== Recorded data

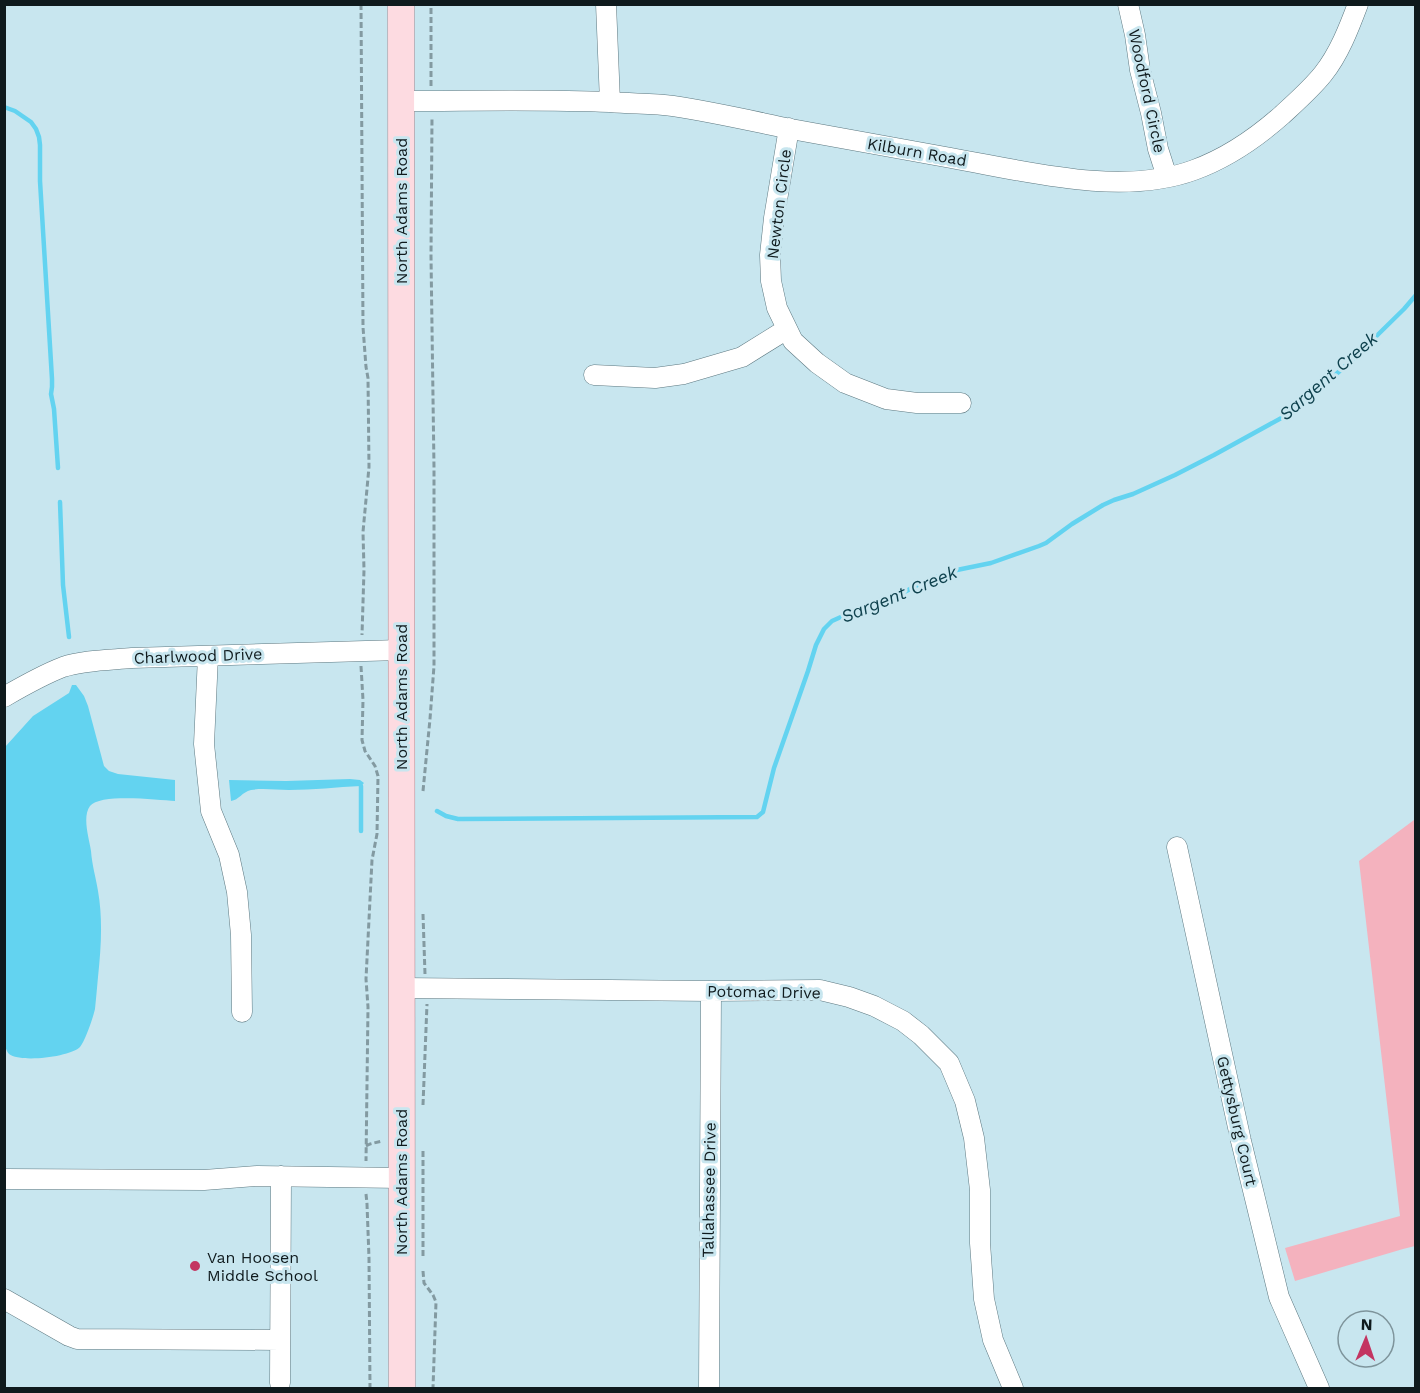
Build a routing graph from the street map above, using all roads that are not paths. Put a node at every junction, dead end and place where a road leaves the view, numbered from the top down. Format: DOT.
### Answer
graph roads {
  1 [pos="401,4"];
  2 [pos="606,4"];
  3 [pos="1128,4"];
  4 [pos="1358,4"];
  5 [pos="401,101"];
  6 [pos="610,102"];
  7 [pos="789,128"];
  8 [pos="1167,177"];
  9 [pos="787,329"];
  10 [pos="594,375"];
  11 [pos="961,403"];
  12 [pos="400,650"];
  13 [pos="208,656"];
  14 [pos="4,697"];
  15 [pos="1177,847"];
  16 [pos="401,988"];
  17 [pos="711,991"];
  18 [pos="242,1012"];
  19 [pos="281,1176"];
  20 [pos="401,1178"];
  21 [pos="4,1179"];
  22 [pos="4,1299"];
  23 [pos="280,1340"];
  24 [pos="280,1383"];
  25 [pos="402,1389"];
  26 [pos="708,1389"];
  27 [pos="1013,1389"];
  28 [pos="1319,1389"];
  1 -- 5 [label="main road, North Adams Road"];
  2 -- 6 [label="street"];
  3 -- 8 [label="street, Woodford Circle"];
  4 -- 8 [label="street, Kilburn Road"];
  5 -- 6 [label="street, Kilburn Road"];
  5 -- 12 [label="main road, North Adams Road"];
  6 -- 7 [label="street, Kilburn Road"];
  7 -- 8 [label="street, Kilburn Road"];
  7 -- 9 [label="street, Newton Circle"];
  9 -- 10 [label="street"];
  9 -- 11 [label="street, Newton Circle"];
  12 -- 13 [label="street, Charlwood Drive"];
  12 -- 16 [label="main road, North Adams Road"];
  13 -- 14 [label="street, Charlwood Drive"];
  13 -- 18 [label="street"];
  15 -- 28 [label="street, Gettysburg Court"];
  16 -- 17 [label="street, Potomac Drive"];
  16 -- 20 [label="main road, North Adams Road"];
  17 -- 26 [label="street, Tallahassee Drive"];
  17 -- 27 [label="street, Potomac Drive"];
  19 -- 20 [label="street"];
  19 -- 21 [label="street"];
  19 -- 23 [label="street"];
  20 -- 25 [label="main road, North Adams Road"];
  22 -- 23 [label="street"];
  23 -- 24 [label="street"];
}
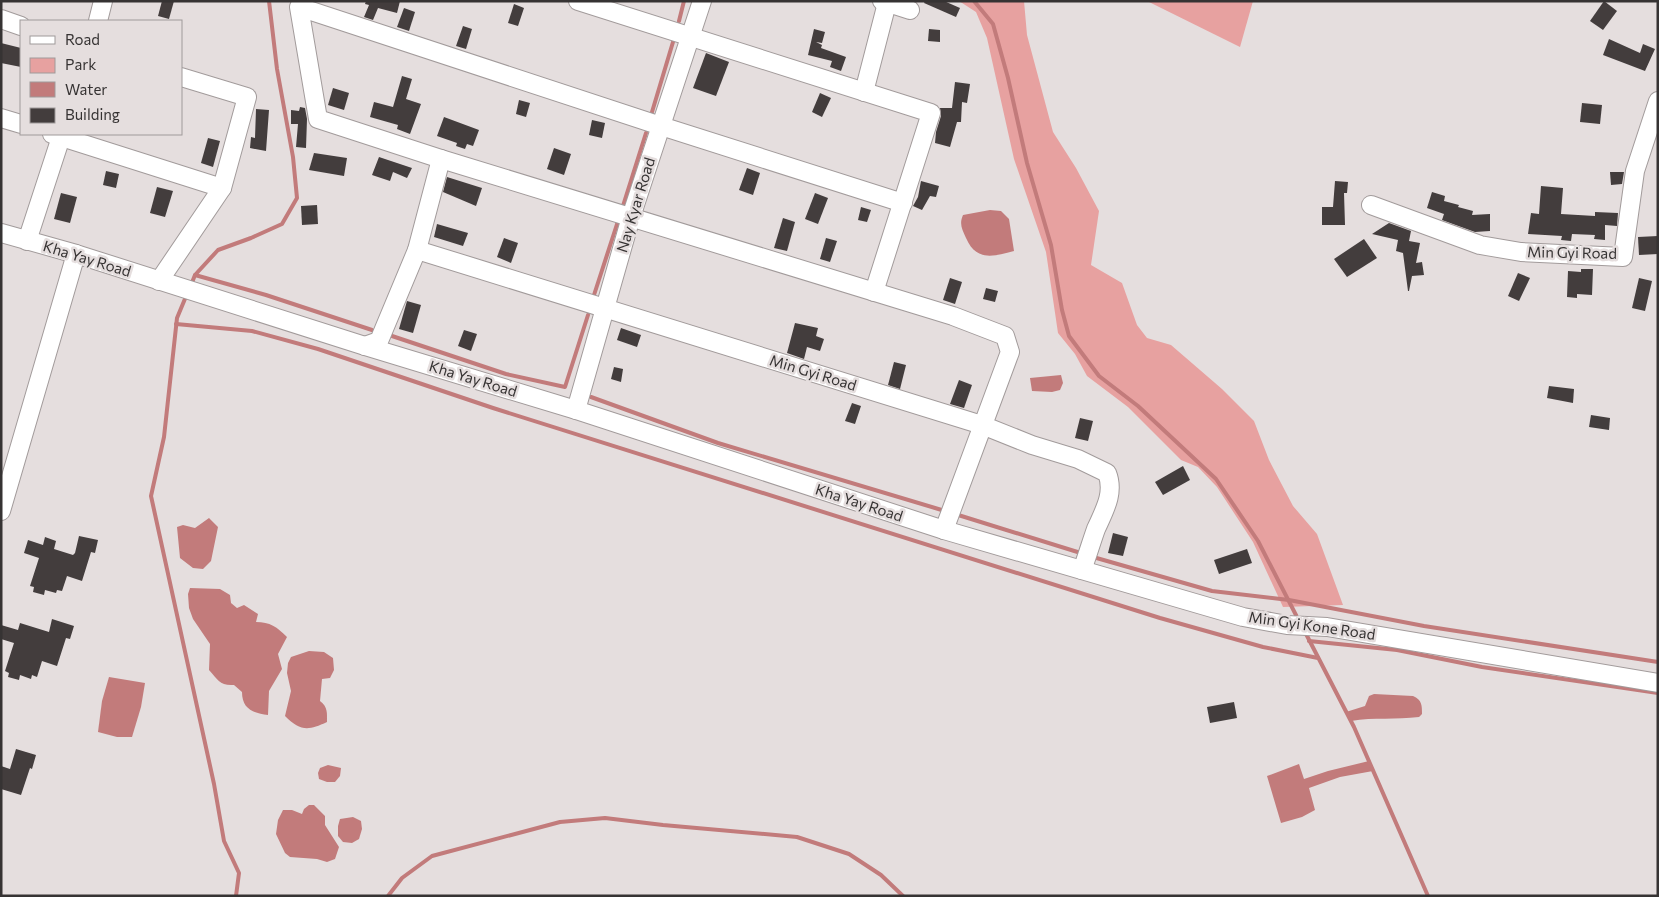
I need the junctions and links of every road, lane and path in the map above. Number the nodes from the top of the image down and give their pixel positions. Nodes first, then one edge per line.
1 (103, 1) edge
2 (578, 1) edge
3 (702, 1) edge
4 (884, 2) edge
5 (910, 10) dead end
6 (1, 19) edge
7 (98, 20) edge
8 (20, 26) edge
9 (691, 36) junction
10 (182, 77) edge
11 (864, 92) junction
12 (1658, 101) edge
13 (1, 118) edge
14 (20, 124) edge
15 (660, 126) junction
16 (58, 135) edge
17 (441, 159) junction
18 (222, 188) junction
19 (903, 203) junction
20 (1371, 205) dead end
21 (631, 217) junction
22 (1, 233) edge
23 (27, 241) junction
24 (417, 250) junction
25 (76, 254) junction
26 (165, 282) junction
27 (874, 292) junction
28 (605, 310) junction
29 (365, 346) junction
30 (576, 410) junction
31 (982, 425) junction
32 (6, 477) edge
33 (1, 511) edge
34 (944, 530) junction
35 (1082, 570) junction
36 (1658, 683) edge

1 - 7 street
2 - 9 street
3 - 9 street, Nay Kyar Road
4 - 5 street
4 - 11 street
6 - 8 street
9 - 11 street
9 - 15 street, Nay Kyar Road
10 - 18 street
11 - 19 street
12 - 20 street, Min Gyi Road
13 - 14 street
15 - 17 street
15 - 19 street
15 - 21 street, Nay Kyar Road
16 - 18 street
16 - 23 street
17 - 21 street
17 - 24 street
18 - 26 street
19 - 27 street
21 - 27 street
21 - 28 street, Nay Kyar Road
22 - 23 street, Kha Yay Road
23 - 25 street, Kha Yay Road
24 - 28 street, Min Gyi Road
24 - 29 street
25 - 26 street, Kha Yay Road
25 - 32 street
26 - 29 street, Kha Yay Road
27 - 31 street
28 - 30 street, Nay Kyar Road
28 - 31 street, Min Gyi Road
29 - 30 street, Kha Yay Road
30 - 34 street, Kha Yay Road
31 - 34 street
31 - 35 street, Min Gyi Road
32 - 33 street
34 - 35 street, Min Gyi Kone Road
35 - 36 street, Min Gyi Kone Road

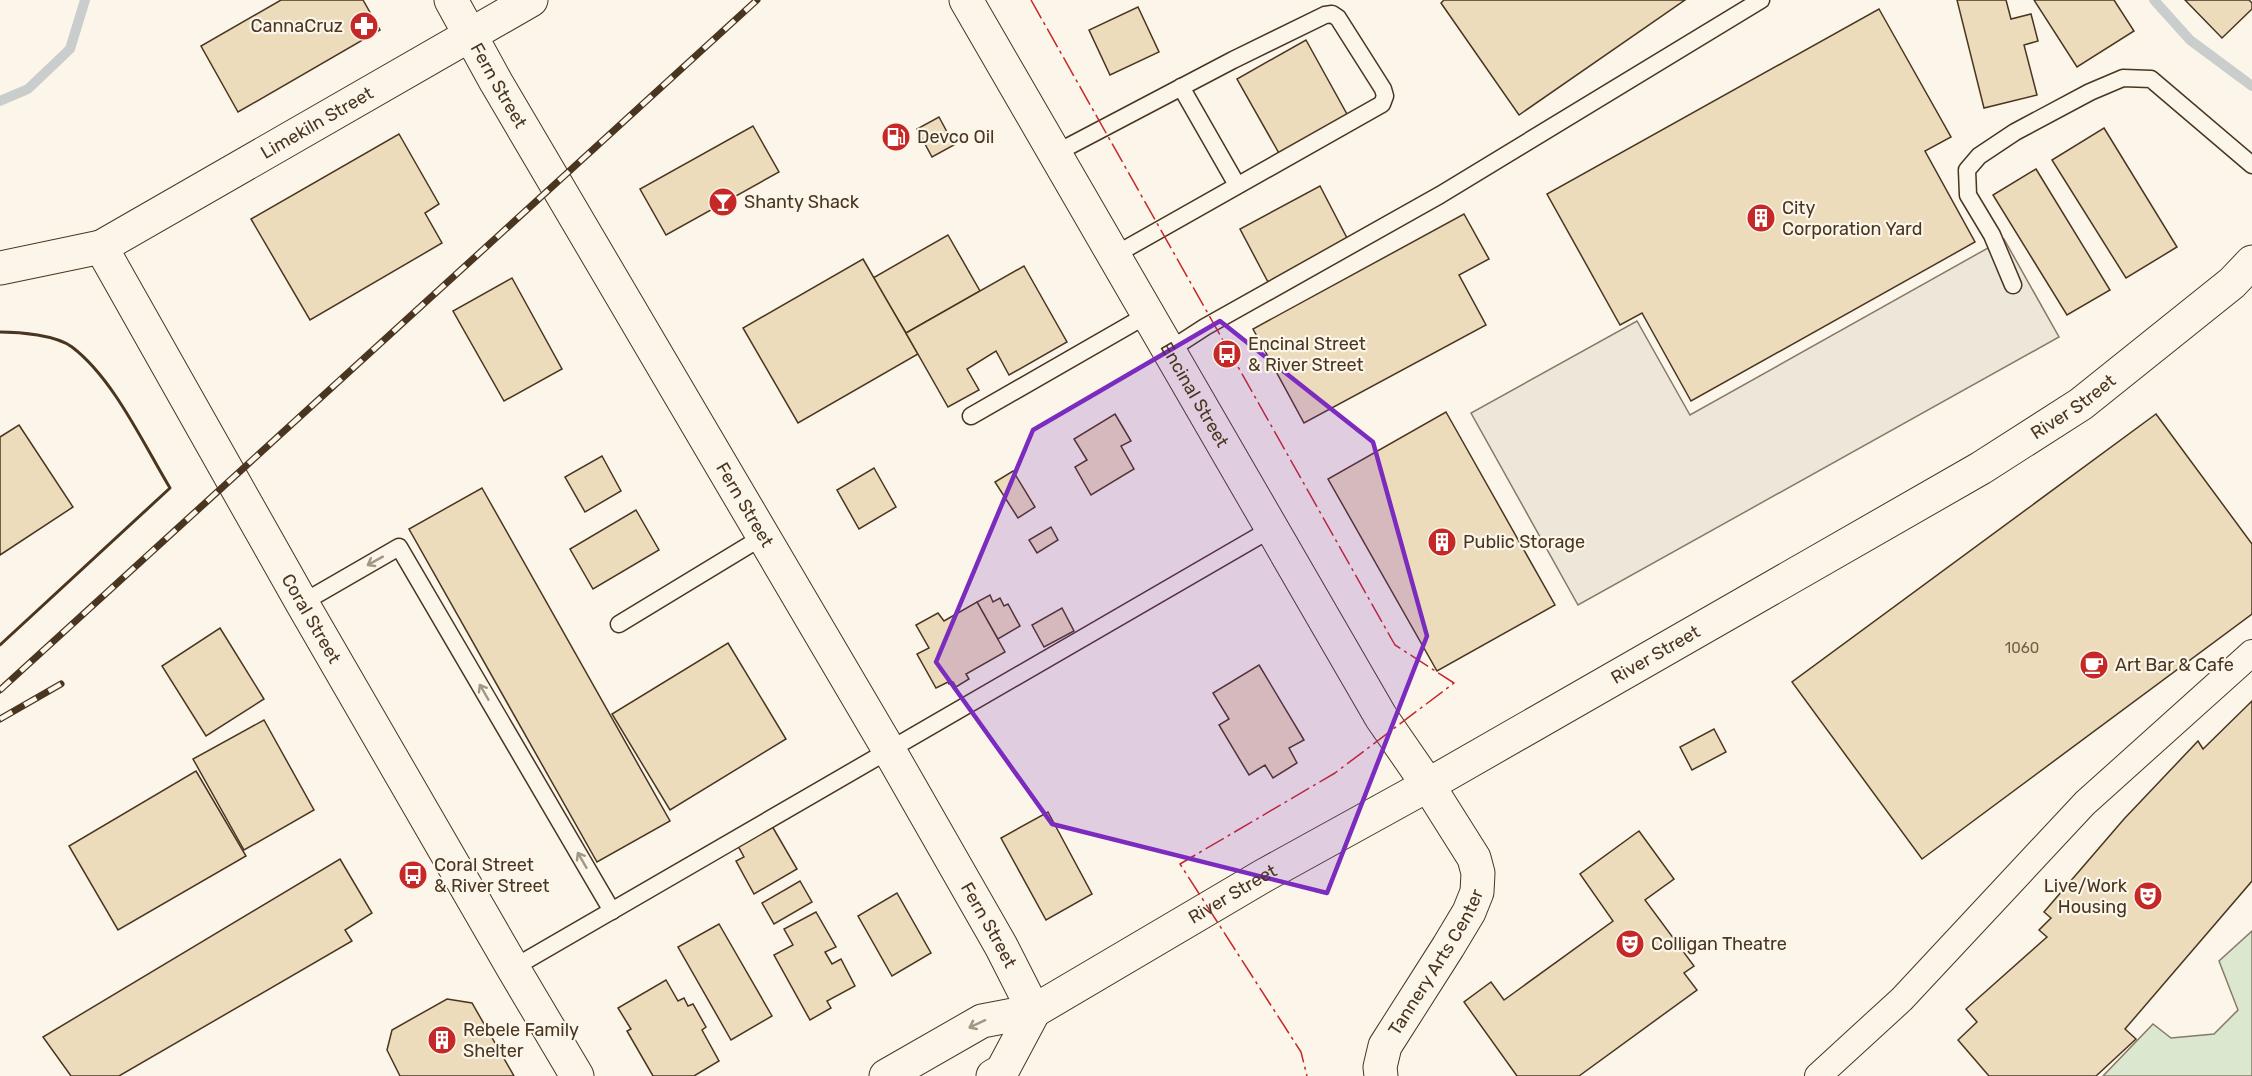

====

* What the task requires *
Return each line from the entries above that includes "Kone".

* Worked solution *
34 - 35 street, Min Gyi Kone Road
35 - 36 street, Min Gyi Kone Road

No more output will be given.